(Stored data entries)
((

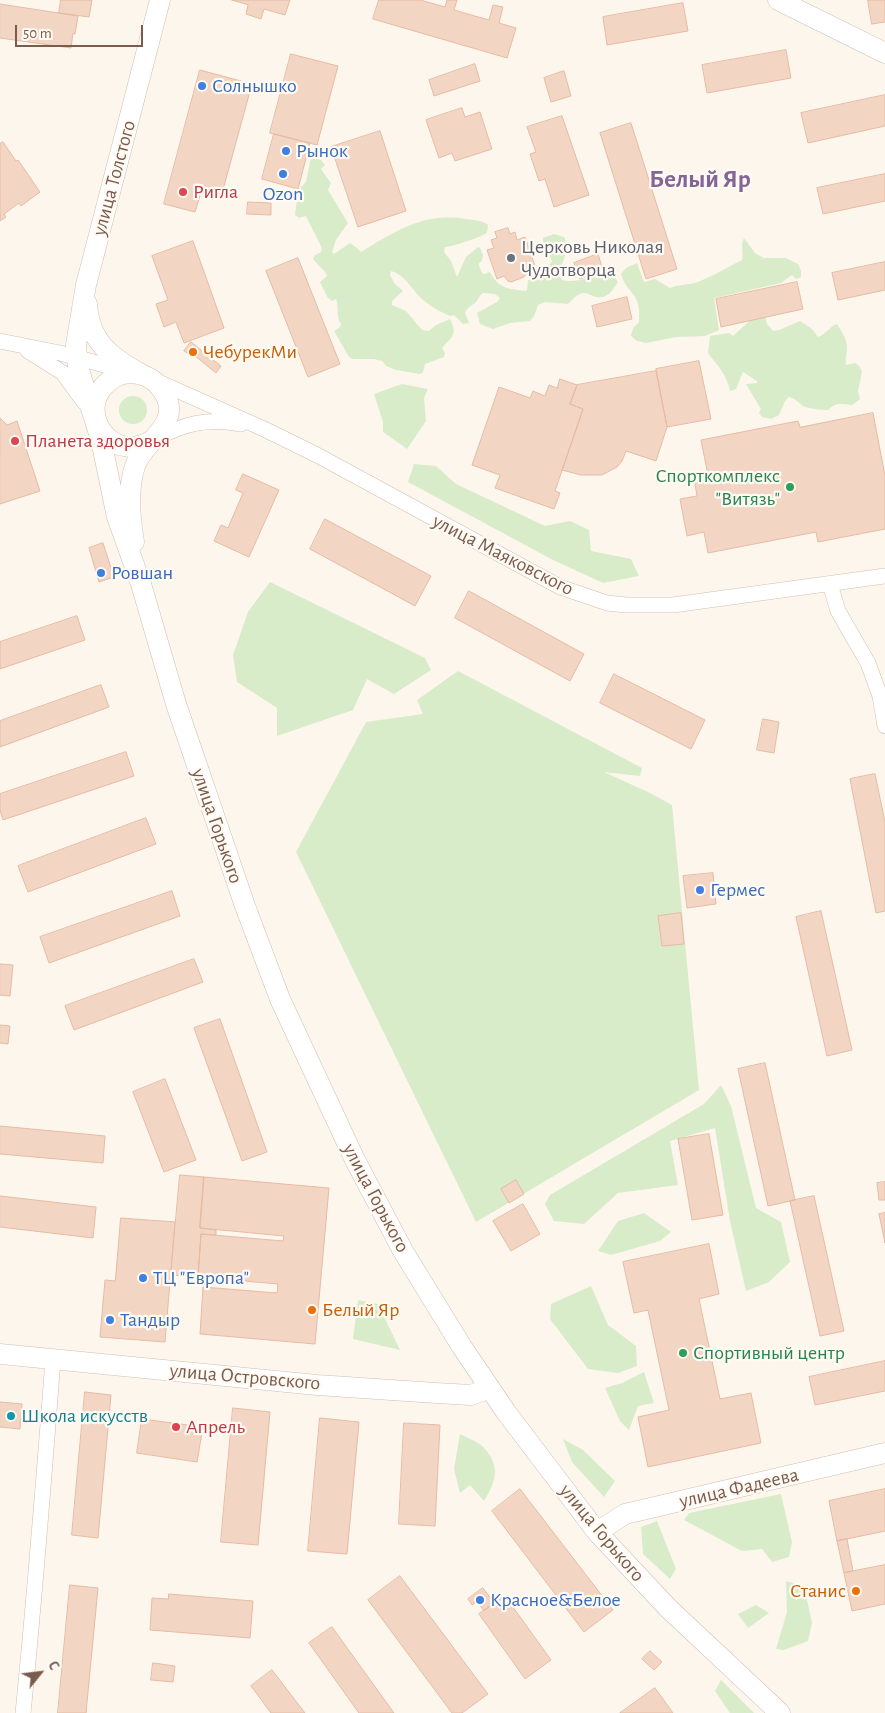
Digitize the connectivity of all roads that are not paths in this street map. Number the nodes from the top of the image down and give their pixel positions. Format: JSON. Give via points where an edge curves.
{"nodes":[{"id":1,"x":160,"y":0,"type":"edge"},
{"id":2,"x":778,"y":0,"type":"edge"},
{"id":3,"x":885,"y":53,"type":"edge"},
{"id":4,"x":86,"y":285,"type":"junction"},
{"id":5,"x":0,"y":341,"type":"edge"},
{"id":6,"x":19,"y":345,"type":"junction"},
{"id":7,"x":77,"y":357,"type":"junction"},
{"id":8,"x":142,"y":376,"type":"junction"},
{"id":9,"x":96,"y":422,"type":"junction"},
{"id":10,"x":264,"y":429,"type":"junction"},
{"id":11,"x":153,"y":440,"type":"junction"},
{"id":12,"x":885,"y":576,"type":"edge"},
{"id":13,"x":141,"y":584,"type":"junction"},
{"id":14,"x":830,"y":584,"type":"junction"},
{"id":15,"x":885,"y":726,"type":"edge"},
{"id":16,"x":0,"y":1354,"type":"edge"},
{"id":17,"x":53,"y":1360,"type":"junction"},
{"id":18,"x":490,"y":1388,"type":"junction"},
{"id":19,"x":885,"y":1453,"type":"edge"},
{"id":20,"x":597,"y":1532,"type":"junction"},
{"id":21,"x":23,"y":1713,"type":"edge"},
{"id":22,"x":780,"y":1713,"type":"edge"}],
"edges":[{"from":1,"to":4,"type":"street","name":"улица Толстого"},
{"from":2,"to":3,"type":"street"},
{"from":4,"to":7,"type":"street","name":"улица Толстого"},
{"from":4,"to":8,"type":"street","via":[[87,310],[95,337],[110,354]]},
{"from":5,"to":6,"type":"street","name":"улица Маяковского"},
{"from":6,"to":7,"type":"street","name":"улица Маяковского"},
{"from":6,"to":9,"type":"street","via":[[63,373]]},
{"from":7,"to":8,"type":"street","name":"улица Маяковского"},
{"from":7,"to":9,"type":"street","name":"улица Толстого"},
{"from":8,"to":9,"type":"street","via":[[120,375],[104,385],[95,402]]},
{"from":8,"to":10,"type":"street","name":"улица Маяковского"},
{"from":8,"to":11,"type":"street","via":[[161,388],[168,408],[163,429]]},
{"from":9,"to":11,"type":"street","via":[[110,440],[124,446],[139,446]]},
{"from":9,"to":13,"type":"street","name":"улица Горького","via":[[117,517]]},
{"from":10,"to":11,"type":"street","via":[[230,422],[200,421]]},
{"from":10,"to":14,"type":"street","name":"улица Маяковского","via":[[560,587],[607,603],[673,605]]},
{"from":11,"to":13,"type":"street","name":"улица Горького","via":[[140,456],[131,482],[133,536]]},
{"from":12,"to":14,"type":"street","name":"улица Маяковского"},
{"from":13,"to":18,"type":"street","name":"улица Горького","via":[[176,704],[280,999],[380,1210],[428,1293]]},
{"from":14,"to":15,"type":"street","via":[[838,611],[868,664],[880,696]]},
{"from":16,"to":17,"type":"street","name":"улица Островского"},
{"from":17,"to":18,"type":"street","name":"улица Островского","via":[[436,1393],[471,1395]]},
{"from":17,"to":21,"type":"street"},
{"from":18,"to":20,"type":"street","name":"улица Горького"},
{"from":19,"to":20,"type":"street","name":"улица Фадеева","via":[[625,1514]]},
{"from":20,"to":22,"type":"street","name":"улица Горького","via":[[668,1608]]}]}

))

Whenever a line in the records contains the word "Толстого", copy that line.

_WRITTEN SOLUTION:_
"edges":[{"from":1,"to":4,"type":"street","name":"улица Толстого"},
{"from":4,"to":7,"type":"street","name":"улица Толстого"},
{"from":7,"to":9,"type":"street","name":"улица Толстого"},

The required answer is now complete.